*** DATASET SECTION Section Begins ***

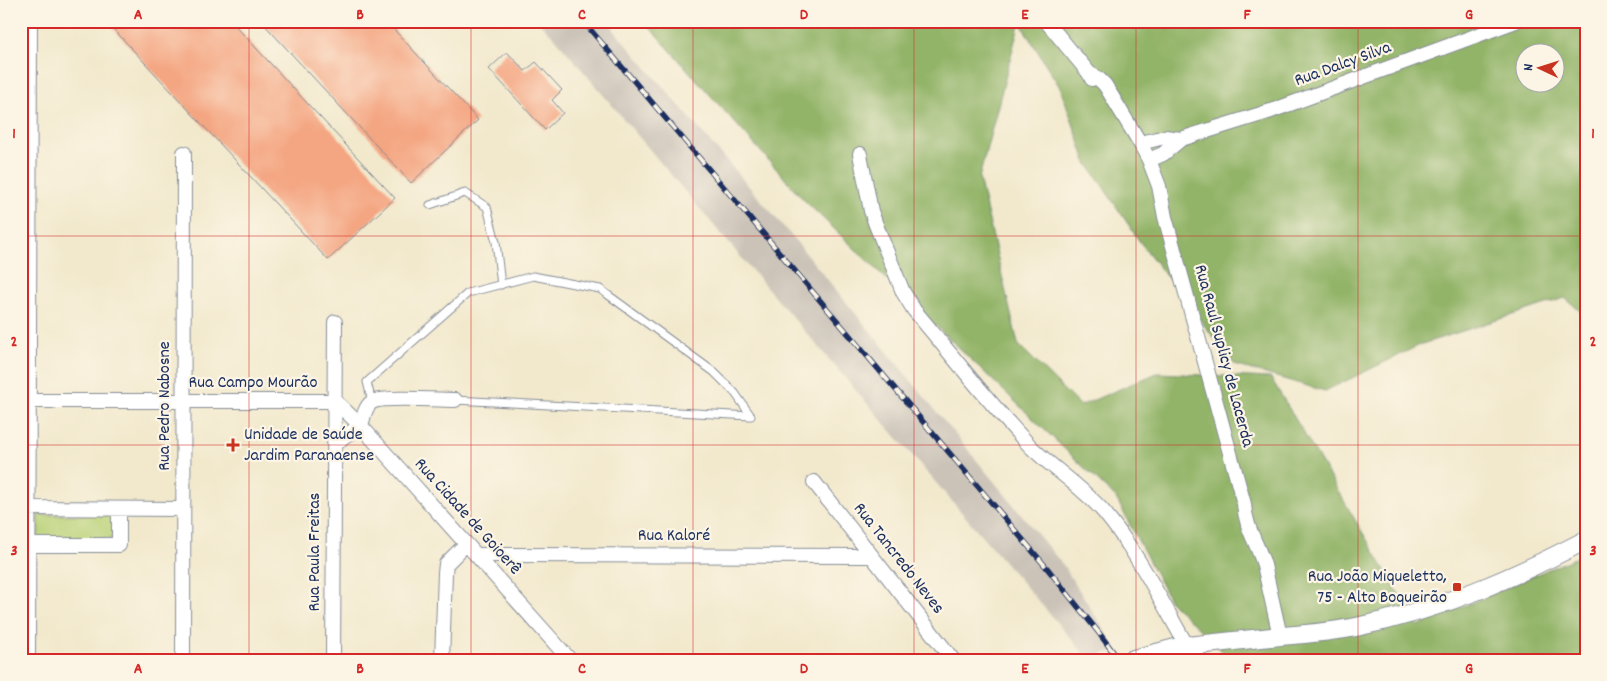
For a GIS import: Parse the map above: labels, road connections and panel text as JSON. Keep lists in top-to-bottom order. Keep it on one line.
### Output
{"streets":{"street":["Rua Dalcy Silva","Rua Raul Suplicy de Lacerda","Rua Campo Mourão","Rua Pedro Nabosne","Rua Cidade de Goioerê","Rua Kaloré","Rua Paula Freitas","Rua Tancredo Neves"]},"crossings":[["Rua Dalcy Silva","Rua Raul Suplicy de Lacerda"],["Rua Campo Mourão","Rua Pedro Nabosne"],["Rua Campo Mourão","Rua Cidade de Goioerê"],["Rua Campo Mourão","Rua Paula Freitas"],["Rua Cidade de Goioerê","Rua Kaloré"],["Rua Cidade de Goioerê","Rua Paula Freitas"],["Rua Kaloré","Rua Tancredo Neves"]],"places":{"health":["Unidade de Saúde Jardim Paranaense"],"transit":["Rua João Miqueletto, 75 - Alto Boqueirão"]},"north":"left","grid":{"columns":["A","B","C","D","E","F","G"],"rows":["1","2","3"]}}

*** DATASET SECTION Section Ends ***

## WORK TO COMPLETE
In your copy of the listing above, every line must match exactly and no picture may appear.

## ANSWER TO THE EXERCISE
For a GIS import: Parse the map above: labels, road connections and panel text as JSON. Keep lists in top-to-bottom order. Keep it on one line.
### Output
{"streets":{"street":["Rua Dalcy Silva","Rua Raul Suplicy de Lacerda","Rua Campo Mourão","Rua Pedro Nabosne","Rua Cidade de Goioerê","Rua Kaloré","Rua Paula Freitas","Rua Tancredo Neves"]},"crossings":[["Rua Dalcy Silva","Rua Raul Suplicy de Lacerda"],["Rua Campo Mourão","Rua Pedro Nabosne"],["Rua Campo Mourão","Rua Cidade de Goioerê"],["Rua Campo Mourão","Rua Paula Freitas"],["Rua Cidade de Goioerê","Rua Kaloré"],["Rua Cidade de Goioerê","Rua Paula Freitas"],["Rua Kaloré","Rua Tancredo Neves"]],"places":{"health":["Unidade de Saúde Jardim Paranaense"],"transit":["Rua João Miqueletto, 75 - Alto Boqueirão"]},"north":"left","grid":{"columns":["A","B","C","D","E","F","G"],"rows":["1","2","3"]}}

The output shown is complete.